Overview
On October 1, 2025, the US District Court for the Northern District of Texas entered a final judgment in the widely-followed ERISA class action against the fiduciaries of American Airlines' 401(k) plan, after having held in January of this year that the defendant fiduciaries breached their duty of loyalty by allowing BlackRock to pursue "non-pecuniary" ESG (environmental, social and governance) objectives in managing certain passively-managed collective trusts on the 401(k) plan's investment menu. Although the court's final judgment ordered significant injunctive relief, it declined to award any monetary relief, explaining that the plaintiff had failed to establish that the 401(k) plan had suffered any loss as result of the breach.
Following a bench trial, the court found in January that the defendants' investment monitoring process met or exceeded the industry standard of care. The court also found, however, that BlackRock had a policy of pursuing ESG objectives in voting proxies and dealing with management of corporations in which the collective trusts were invested, and that the defendants breached their duty of loyalty by failing to monitor and/or dissuade BlackRock from pursuing ESG objectives through proxy voting and shareholder activism. In assessing the defendants' loyalty, the court engaged in an extended discussion of what it found to be a suspicious overlap between BlackRock's "ESG Activism" and American Airlines' own public stance on ESG climate-related initiatives, as well as the corporate business relationship between American Airlines and BlackRock. According to the opinion, "BlackRock owned more than 5% of American stock and approximately $400 million of American's fixed income debt." The opinion did not indicate, however, whether these investments were made by BlackRock in a fiduciary capacity (i.e., as a manager of someone else's money) or in BlackRock's corporate capacity.
Because the collective trusts were passively-managed, BlackRock's pursuit of ESG objectives clearly would have had no impact on the selection of investments in the trusts' portfolios. After months of further briefing on the issue of remedies, the court concluded in its final judgment that the plaintiff had failed to establish a prima facie case of "loss" resulting from the breach, and declined to award any monetary relief to the plan. Nonetheless, the court awarded considerable injunctive relief, including the following:
- American Airlines is prohibited from permitting any plan activities that are directed towards non-pecuniary ends and not in the exclusive financial interest of plan participants, such as ESG.

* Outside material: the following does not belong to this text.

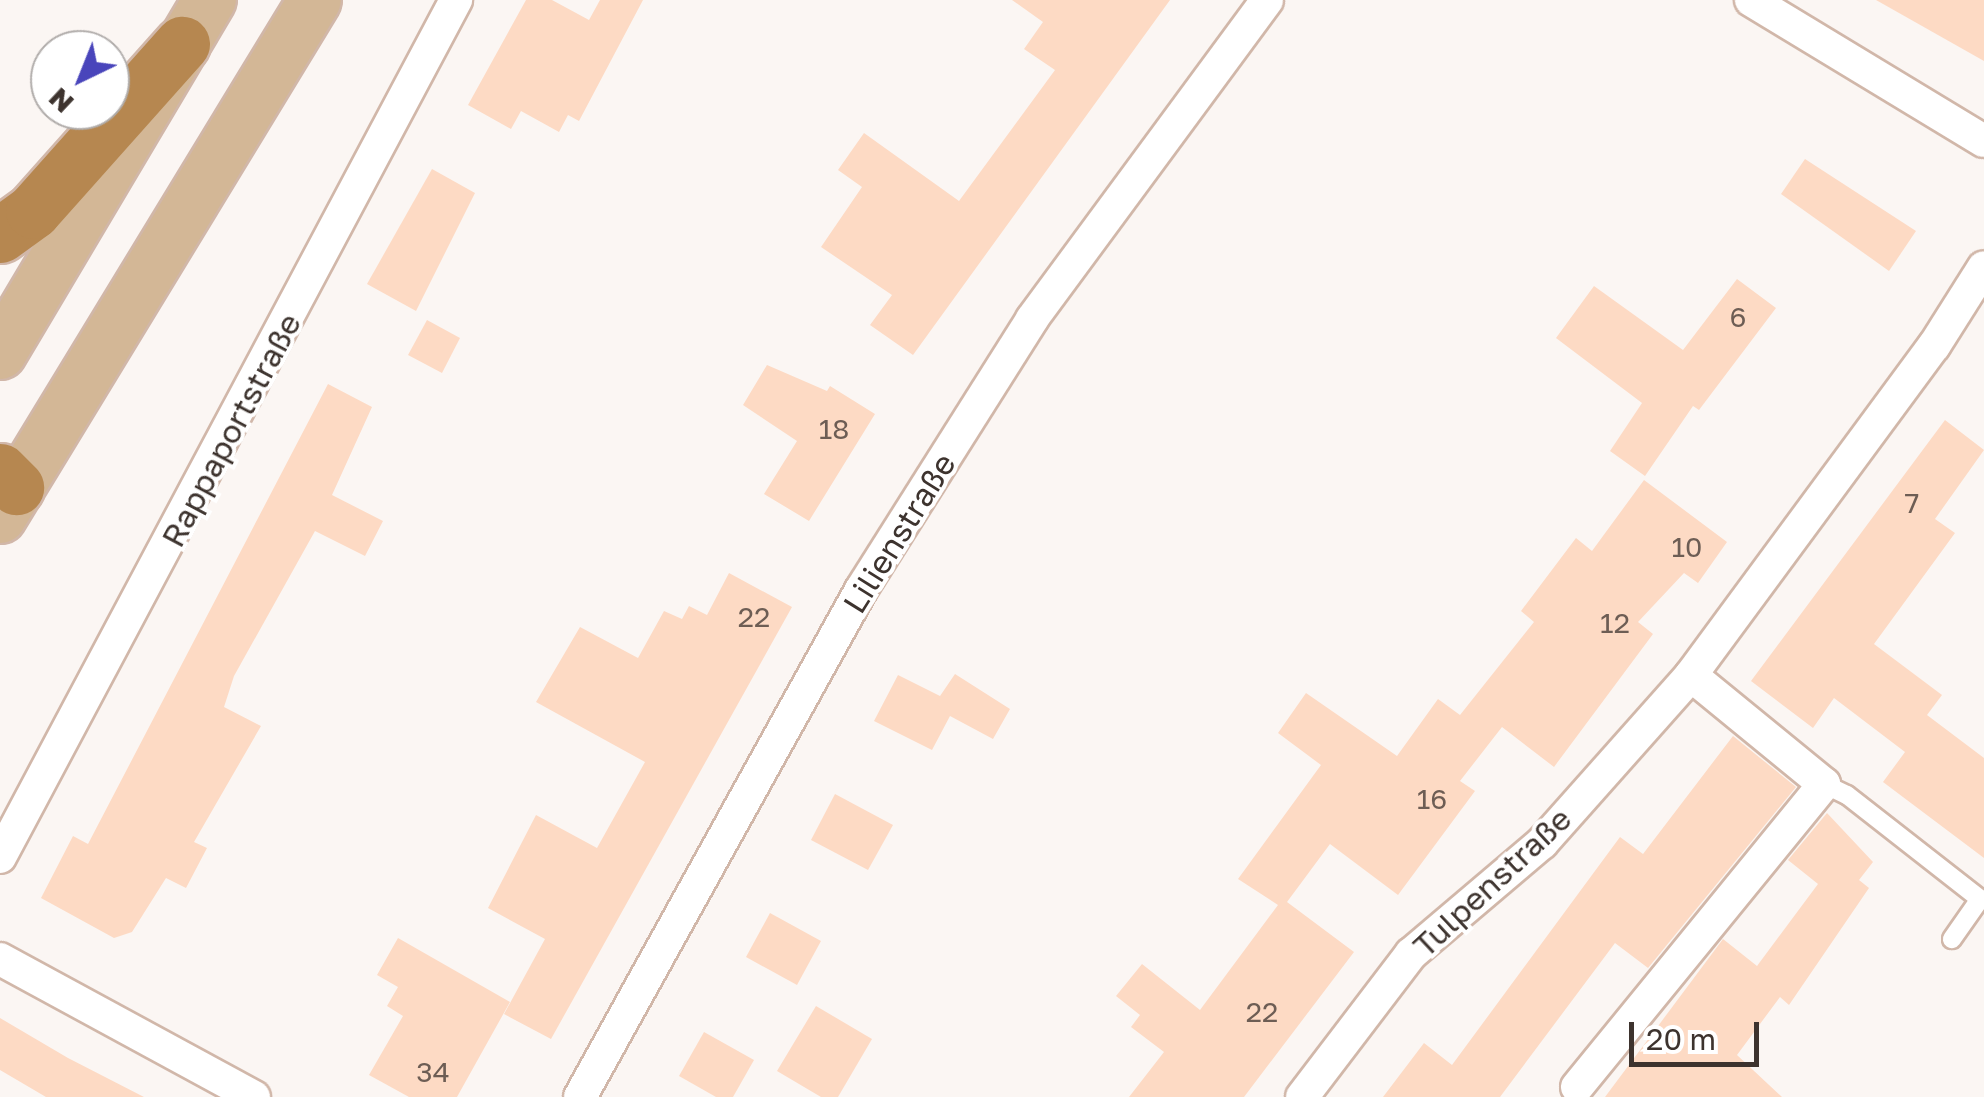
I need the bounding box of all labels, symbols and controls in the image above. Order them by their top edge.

- American Airlines must hire two independent members of the Employee Benefits Committee (EBC) for a five-year term. These members must have no relationship to any plan investment manager or administrator.
- The new Employee Benefits Committee must provide an annual written report to plan participants 1) identifying any transactions between American Airlines and any manager of plan assets; 2) certifying that the EBC will only pursue investments "based on provable financial performance, not DEI, ESG, sustainability, or any other nonfinancial criteria"; and 3) certifying that proxy votes on behalf of plan participants will seek only to maximize financial results and not "DEI, ESG, sustainability, or other non-financial criteria."
- American Airlines must publish information concerning membership of American Airlines and each plan administrator or manager in any organization "principally devoted to achieving DEI, ESG, climate-focused" investment objectives on its website.
- American Airlines is enjoined from using BlackRock or any other asset manager that owns 3% or more of American Airlines' shares, unless there is a policy preventing those who maintain the corporate relationship with the asset manager from serving as a plan fiduciary.
Key Takeaway:
The case will almost certainly focus more attention on the proxy voting policies and procedures of ERISA plans, and the extent to which the managers of funds in which ERISA plans invest are attempting to pursue ESG objectives through proxy voting and other types of shareholder activism. However, it appears unlikely that the case will prompt a wave of ERISA class actions by plaintiffs' attorneys in the absence of a coherent nexus between a fund manager's consideration of ESG factors and a loss to the plan.